## Given data
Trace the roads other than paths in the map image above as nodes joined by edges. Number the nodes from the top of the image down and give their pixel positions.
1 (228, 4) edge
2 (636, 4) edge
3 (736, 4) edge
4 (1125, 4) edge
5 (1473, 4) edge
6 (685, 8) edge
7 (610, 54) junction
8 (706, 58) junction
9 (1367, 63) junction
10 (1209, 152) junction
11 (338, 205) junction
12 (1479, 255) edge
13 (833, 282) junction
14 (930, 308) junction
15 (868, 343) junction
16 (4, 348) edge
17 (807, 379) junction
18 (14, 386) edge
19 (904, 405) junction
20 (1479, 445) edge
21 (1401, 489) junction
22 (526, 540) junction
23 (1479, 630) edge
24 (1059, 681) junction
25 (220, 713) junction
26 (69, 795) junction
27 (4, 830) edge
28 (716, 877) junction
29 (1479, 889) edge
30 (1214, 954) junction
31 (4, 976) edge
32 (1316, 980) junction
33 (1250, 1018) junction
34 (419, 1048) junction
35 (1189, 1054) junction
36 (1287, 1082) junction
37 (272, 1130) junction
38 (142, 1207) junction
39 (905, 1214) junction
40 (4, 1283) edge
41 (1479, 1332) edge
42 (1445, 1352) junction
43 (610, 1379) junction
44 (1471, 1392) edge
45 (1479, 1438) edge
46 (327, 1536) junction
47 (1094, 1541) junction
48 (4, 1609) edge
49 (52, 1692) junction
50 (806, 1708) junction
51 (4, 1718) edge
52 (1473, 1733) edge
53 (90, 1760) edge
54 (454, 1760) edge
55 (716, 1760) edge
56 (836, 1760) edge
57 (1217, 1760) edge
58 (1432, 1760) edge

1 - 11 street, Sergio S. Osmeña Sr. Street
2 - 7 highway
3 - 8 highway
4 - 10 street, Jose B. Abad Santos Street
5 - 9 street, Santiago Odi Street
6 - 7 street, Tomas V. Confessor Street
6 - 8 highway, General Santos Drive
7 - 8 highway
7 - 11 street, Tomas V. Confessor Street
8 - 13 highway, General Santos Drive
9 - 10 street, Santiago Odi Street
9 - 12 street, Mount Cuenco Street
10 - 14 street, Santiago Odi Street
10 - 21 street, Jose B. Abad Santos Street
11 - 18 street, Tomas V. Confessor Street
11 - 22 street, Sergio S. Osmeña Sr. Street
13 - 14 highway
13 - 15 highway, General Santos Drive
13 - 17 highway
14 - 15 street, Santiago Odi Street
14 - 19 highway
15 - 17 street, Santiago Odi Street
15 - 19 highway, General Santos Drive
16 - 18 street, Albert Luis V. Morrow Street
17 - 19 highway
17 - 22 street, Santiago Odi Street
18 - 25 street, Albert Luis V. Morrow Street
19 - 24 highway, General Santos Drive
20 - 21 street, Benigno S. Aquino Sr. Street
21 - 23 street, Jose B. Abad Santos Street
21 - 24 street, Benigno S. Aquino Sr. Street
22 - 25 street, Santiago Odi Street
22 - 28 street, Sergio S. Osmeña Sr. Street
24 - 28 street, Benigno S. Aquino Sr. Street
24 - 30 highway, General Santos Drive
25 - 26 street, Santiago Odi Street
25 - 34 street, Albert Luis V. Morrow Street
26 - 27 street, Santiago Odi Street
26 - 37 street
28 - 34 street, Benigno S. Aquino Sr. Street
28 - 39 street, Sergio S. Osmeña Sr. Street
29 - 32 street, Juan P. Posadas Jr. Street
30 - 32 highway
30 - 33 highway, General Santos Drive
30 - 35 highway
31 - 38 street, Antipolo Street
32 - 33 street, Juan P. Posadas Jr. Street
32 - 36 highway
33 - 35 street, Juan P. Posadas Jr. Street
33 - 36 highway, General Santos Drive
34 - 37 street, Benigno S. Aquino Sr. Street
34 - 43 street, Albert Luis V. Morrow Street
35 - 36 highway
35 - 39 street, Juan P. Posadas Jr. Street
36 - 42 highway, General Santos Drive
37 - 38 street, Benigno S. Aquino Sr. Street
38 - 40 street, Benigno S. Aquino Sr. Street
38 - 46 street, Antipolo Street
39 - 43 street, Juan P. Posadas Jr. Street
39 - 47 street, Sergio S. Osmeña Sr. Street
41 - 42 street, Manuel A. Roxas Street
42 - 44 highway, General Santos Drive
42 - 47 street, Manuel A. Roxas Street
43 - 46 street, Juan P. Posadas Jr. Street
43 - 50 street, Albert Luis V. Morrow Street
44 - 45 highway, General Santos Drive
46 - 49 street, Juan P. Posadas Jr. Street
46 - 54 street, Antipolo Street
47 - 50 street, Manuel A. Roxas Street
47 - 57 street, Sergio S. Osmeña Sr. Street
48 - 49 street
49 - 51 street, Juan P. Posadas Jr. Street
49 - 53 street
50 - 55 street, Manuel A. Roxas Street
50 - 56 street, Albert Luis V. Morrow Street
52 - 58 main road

## Problem requirements
In the preceding material, find each line holding the word "Confessor" and copy it out.

## Answer for this exercise
6 - 7 street, Tomas V. Confessor Street
7 - 11 street, Tomas V. Confessor Street
11 - 18 street, Tomas V. Confessor Street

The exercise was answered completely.